_TRY IT_. Search the records for the word "Orange" and copy each line in which it appears.
..............................
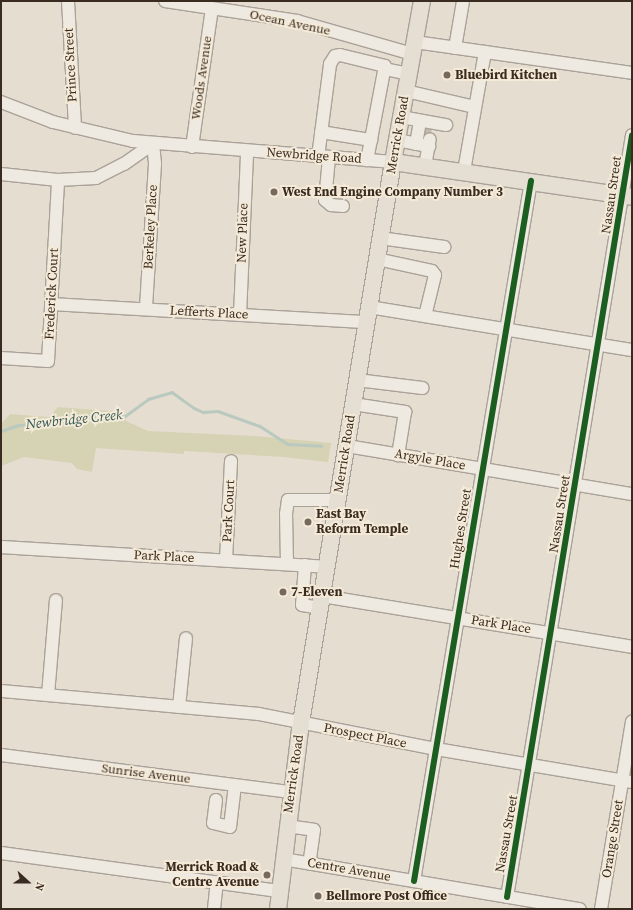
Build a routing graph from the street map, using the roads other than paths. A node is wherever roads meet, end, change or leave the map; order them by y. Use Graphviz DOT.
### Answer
graph roads {
  1 [pos="68,1"];
  2 [pos="165,1"];
  3 [pos="422,1"];
  4 [pos="462,1"];
  5 [pos="212,8"];
  6 [pos="414,48"];
  7 [pos="455,48"];
  8 [pos="485,52"];
  9 [pos="385,69"];
  10 [pos="632,73"];
  11 [pos="409,74"];
  12 [pos="406,91"];
  13 [pos="1,102"];
  14 [pos="475,107"];
  15 [pos="401,117"];
  16 [pos="446,125"];
  17 [pos="75,128"];
  18 [pos="321,132"];
  19 [pos="426,133"];
  20 [pos="632,135"];
  21 [pos="371,140"];
  22 [pos="397,140"];
  23 [pos="153,144"];
  24 [pos="192,147"];
  25 [pos="247,152"];
  26 [pos="324,158"];
  27 [pos="367,160"];
  28 [pos="393,162"];
  29 [pos="425,166"];
  30 [pos="464,171"];
  31 [pos="1,174"];
  32 [pos="58,180"];
  33 [pos="530,181"];
  34 [pos="628,196"];
  35 [pos="343,206"];
  36 [pos="380,238"];
  37 [pos="444,247"];
  38 [pos="377,259"];
  39 [pos="51,304"];
  40 [pos="146,309"];
  41 [pos="368,314"];
  42 [pos="240,315"];
  43 [pos="425,316"];
  44 [pos="505,329"];
  45 [pos="598,344"];
  46 [pos="632,350"];
  47 [pos="1,358"];
  48 [pos="357,380"];
  49 [pos="423,388"];
  50 [pos="353,404"];
  51 [pos="346,446"];
  52 [pos="398,455"];
  53 [pos="231,461"];
  54 [pos="483,469"];
  55 [pos="576,484"];
  56 [pos="632,494"];
  57 [pos="338,500"];
  58 [pos="1,547"];
  59 [pos="226,560"];
  60 [pos="287,564"];
  61 [pos="305,565"];
  62 [pos="327,567"];
  63 [pos="303,586"];
  64 [pos="322,598"];
  65 [pos="56,600"];
  66 [pos="458,618"];
  67 [pos="551,634"];
  68 [pos="186,638"];
  69 [pos="632,647"];
  70 [pos="1,691"];
  71 [pos="48,695"];
  72 [pos="179,707"];
  73 [pos="632,722"];
  74 [pos="301,724"];
  75 [pos="436,749"];
  76 [pos="1,755"];
  77 [pos="529,764"];
  78 [pos="627,781"];
  79 [pos="235,785"];
  80 [pos="291,792"];
  81 [pos="216,800"];
  82 [pos="287,826"];
  83 [pos="1,852"];
  84 [pos="283,859"];
  85 [pos="309,864"];
  86 [pos="414,881"];
  87 [pos="217,882"];
  88 [pos="280,891"];
  89 [pos="507,897"];
  90 [pos="214,909"];
  91 [pos="278,909"];
  92 [pos="580,909"];
  93 [pos="601,909"];
  1 -- 17 [label="street, Prince Street"];
  2 -- 5 [label="street, Ocean Avenue"];
  3 -- 6 [label="main road, Merrick Road"];
  4 -- 7 [label="street"];
  5 -- 6 [label="street, Ocean Avenue"];
  5 -- 24 [label="street, Woods Avenue"];
  6 -- 7 [label="street, Ocean Avenue"];
  6 -- 11 [label="main road, Merrick Road"];
  7 -- 8 [label="street, Ocean Avenue"];
  8 -- 10 [label="street, Ocean Avenue"];
  8 -- 14 [label="street"];
  9 -- 11 [label="street"];
  9 -- 18 [label="street"];
  9 -- 21 [label="street"];
  11 -- 12 [label="main road, Merrick Road"];
  12 -- 14 [label="street"];
  12 -- 15 [label="main road, Merrick Road"];
  13 -- 17 [label="street, Newbridge Road"];
  14 -- 30 [label="street"];
  15 -- 19 [label="street"];
  15 -- 22 [label="main road, Merrick Road"];
  16 -- 19 [label="street"];
  17 -- 23 [label="street, Newbridge Road"];
  18 -- 21 [label="street"];
  18 -- 26 [label="street"];
  19 -- 22 [label="street"];
  19 -- 29 [label="street"];
  20 -- 34 [label="street, Nassau Street"];
  21 -- 27 [label="street"];
  22 -- 28 [label="main road, Merrick Road"];
  23 -- 24 [label="street, Newbridge Road"];
  23 -- 32 [label="street"];
  23 -- 40 [label="street, Berkeley Place"];
  24 -- 25 [label="street, Newbridge Road"];
  25 -- 26 [label="street, Newbridge Road"];
  25 -- 42 [label="street, New Place"];
  26 -- 27 [label="street, Newbridge Road"];
  26 -- 35 [label="street"];
  27 -- 28 [label="street, Newbridge Road"];
  28 -- 29 [label="main road, Newbridge Road"];
  28 -- 36 [label="main road, Merrick Road"];
  29 -- 30 [label="main road, Newbridge Road"];
  30 -- 33 [label="main road, Newbridge Road"];
  31 -- 32 [label="street"];
  32 -- 39 [label="street, Frederick Court"];
  33 -- 34 [label="main road, Newbridge Road"];
  33 -- 44 [label="street, Hughes Street"];
  34 -- 45 [label="street, Nassau Street"];
  36 -- 37 [label="street"];
  36 -- 38 [label="main road, Merrick Road"];
  38 -- 41 [label="main road, Merrick Road"];
  38 -- 43 [label="street"];
  39 -- 40 [label="street, Lefferts Place"];
  39 -- 47 [label="street, Frederick Court"];
  40 -- 42 [label="street, Lefferts Place"];
  41 -- 42 [label="street, Lefferts Place"];
  41 -- 43 [label="street, Lefferts Place"];
  41 -- 48 [label="main road, Merrick Road"];
  43 -- 44 [label="street, Lefferts Place"];
  44 -- 45 [label="street, Lefferts Place"];
  44 -- 54 [label="street, Hughes Street"];
  45 -- 46 [label="street, Lefferts Place"];
  45 -- 55 [label="street, Nassau Street"];
  48 -- 49 [label="street"];
  48 -- 50 [label="main road, Merrick Road"];
  50 -- 51 [label="main road, Merrick Road"];
  50 -- 52 [label="street"];
  51 -- 52 [label="street, Argyle Place"];
  51 -- 57 [label="main road, Merrick Road"];
  52 -- 54 [label="street, Argyle Place"];
  53 -- 59 [label="street, Park Court"];
  54 -- 55 [label="street, Argyle Place"];
  54 -- 66 [label="street, Hughes Street"];
  55 -- 56 [label="street, Argyle Place"];
  55 -- 67 [label="street, Nassau Street"];
  57 -- 60 [label="street"];
  57 -- 62 [label="main road, Merrick Road"];
  58 -- 59 [label="street, Park Place"];
  59 -- 60 [label="street, Park Place"];
  60 -- 61 [label="street, Park Place"];
  61 -- 62 [label="street, Park Place"];
  61 -- 63 [label="street"];
  62 -- 64 [label="main road, Merrick Road"];
  63 -- 64 [label="street"];
  63 -- 64 [label="street"];
  64 -- 66 [label="street, Park Place"];
  64 -- 74 [label="main road, Merrick Road"];
  65 -- 71 [label="street"];
  66 -- 67 [label="street, Park Place"];
  66 -- 75 [label="street, Hughes Street"];
  67 -- 69 [label="street, Park Place"];
  67 -- 77 [label="street, Nassau Street"];
  68 -- 72 [label="street"];
  70 -- 71 [label="street, Prospect Place"];
  71 -- 72 [label="street, Prospect Place"];
  72 -- 74 [label="street, Prospect Place"];
  73 -- 78 [label="street, Orange Street"];
  74 -- 75 [label="street, Prospect Place"];
  74 -- 80 [label="main road, Merrick Road"];
  75 -- 77 [label="street, Prospect Place"];
  75 -- 86 [label="street, Hughes Street"];
  76 -- 79 [label="street, Sunrise Avenue"];
  77 -- 78 [label="street, Prospect Place"];
  77 -- 89 [label="street, Nassau Street"];
  78 -- 93 [label="street, Orange Street"];
  79 -- 80 [label="street, Sunrise Avenue"];
  79 -- 81 [label="street"];
  80 -- 82 [label="main road, Merrick Road"];
  82 -- 84 [label="main road, Merrick Road"];
  82 -- 85 [label="street"];
  83 -- 87 [label="street"];
  84 -- 85 [label="street, Centre Avenue"];
  84 -- 88 [label="main road, Merrick Road"];
  85 -- 86 [label="street, Centre Avenue"];
  86 -- 89 [label="street, Centre Avenue"];
  87 -- 88 [label="street"];
  87 -- 90 [label="street"];
  88 -- 91 [label="main road, Merrick Road"];
  89 -- 92 [label="street, Centre Avenue"];
}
..............................
_TASK RESULT_.
  73 -- 78 [label="street, Orange Street"];
  78 -- 93 [label="street, Orange Street"];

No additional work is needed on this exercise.